--- TASK GOAL ---
Images are to be dropped, and the rest of the data reproduced exactly.

══ RECORDS SHOWN ══

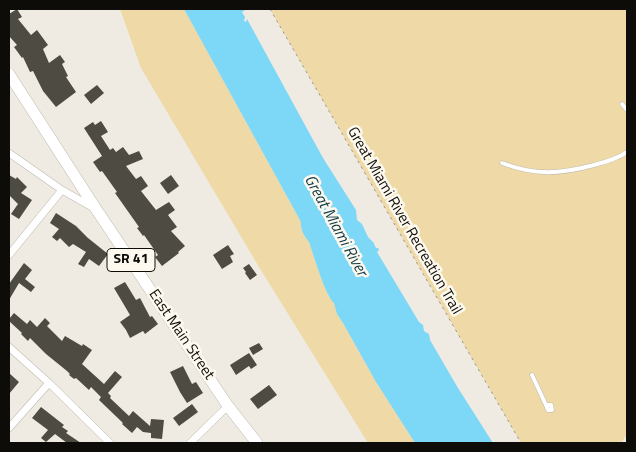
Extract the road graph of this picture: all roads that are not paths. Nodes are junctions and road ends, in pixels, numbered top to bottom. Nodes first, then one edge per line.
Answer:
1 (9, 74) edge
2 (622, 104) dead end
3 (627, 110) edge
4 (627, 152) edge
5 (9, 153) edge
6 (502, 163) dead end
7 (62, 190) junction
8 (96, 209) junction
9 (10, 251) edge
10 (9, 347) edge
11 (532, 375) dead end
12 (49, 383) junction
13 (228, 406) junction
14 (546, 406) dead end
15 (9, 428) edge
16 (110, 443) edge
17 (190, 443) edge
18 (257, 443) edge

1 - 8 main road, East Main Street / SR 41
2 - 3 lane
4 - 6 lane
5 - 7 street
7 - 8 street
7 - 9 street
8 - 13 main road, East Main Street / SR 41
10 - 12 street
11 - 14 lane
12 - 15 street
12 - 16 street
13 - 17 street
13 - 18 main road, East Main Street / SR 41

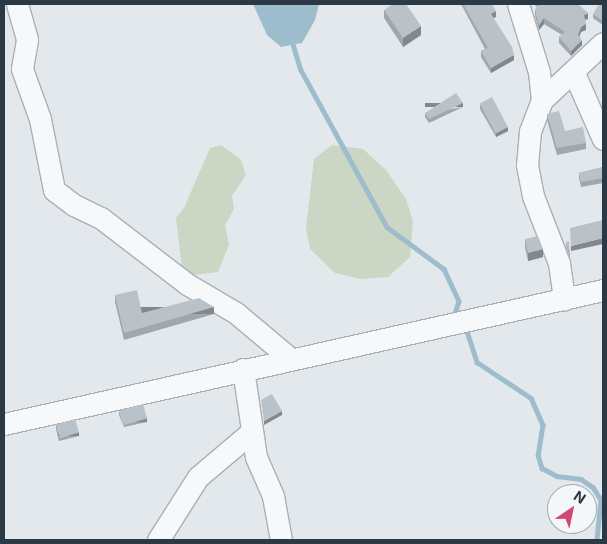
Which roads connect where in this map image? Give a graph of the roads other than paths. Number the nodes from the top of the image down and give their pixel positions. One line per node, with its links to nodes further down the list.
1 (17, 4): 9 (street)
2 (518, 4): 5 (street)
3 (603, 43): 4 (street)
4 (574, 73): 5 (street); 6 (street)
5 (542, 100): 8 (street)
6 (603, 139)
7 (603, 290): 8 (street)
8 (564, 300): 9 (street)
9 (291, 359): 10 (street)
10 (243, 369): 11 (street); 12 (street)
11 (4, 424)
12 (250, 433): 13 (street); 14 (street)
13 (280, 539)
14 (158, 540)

═══

--- RESPONSE TO THIS TASK ---
Extract the road graph of this picture: all roads that are not paths. Nodes are junctions and road ends, in pixels, numbered top to bottom. Nodes first, then one edge per line.
Answer:
1 (9, 74) edge
2 (622, 104) dead end
3 (627, 110) edge
4 (627, 152) edge
5 (9, 153) edge
6 (502, 163) dead end
7 (62, 190) junction
8 (96, 209) junction
9 (10, 251) edge
10 (9, 347) edge
11 (532, 375) dead end
12 (49, 383) junction
13 (228, 406) junction
14 (546, 406) dead end
15 (9, 428) edge
16 (110, 443) edge
17 (190, 443) edge
18 (257, 443) edge

1 - 8 main road, East Main Street / SR 41
2 - 3 lane
4 - 6 lane
5 - 7 street
7 - 8 street
7 - 9 street
8 - 13 main road, East Main Street / SR 41
10 - 12 street
11 - 14 lane
12 - 15 street
12 - 16 street
13 - 17 street
13 - 18 main road, East Main Street / SR 41

Which roads connect where in this map image? Give a graph of the roads other than paths. Number the nodes from the top of the image down and give their pixel positions. One line per node, with its links to nodes further down the list.
1 (17, 4): 9 (street)
2 (518, 4): 5 (street)
3 (603, 43): 4 (street)
4 (574, 73): 5 (street); 6 (street)
5 (542, 100): 8 (street)
6 (603, 139)
7 (603, 290): 8 (street)
8 (564, 300): 9 (street)
9 (291, 359): 10 (street)
10 (243, 369): 11 (street); 12 (street)
11 (4, 424)
12 (250, 433): 13 (street); 14 (street)
13 (280, 539)
14 (158, 540)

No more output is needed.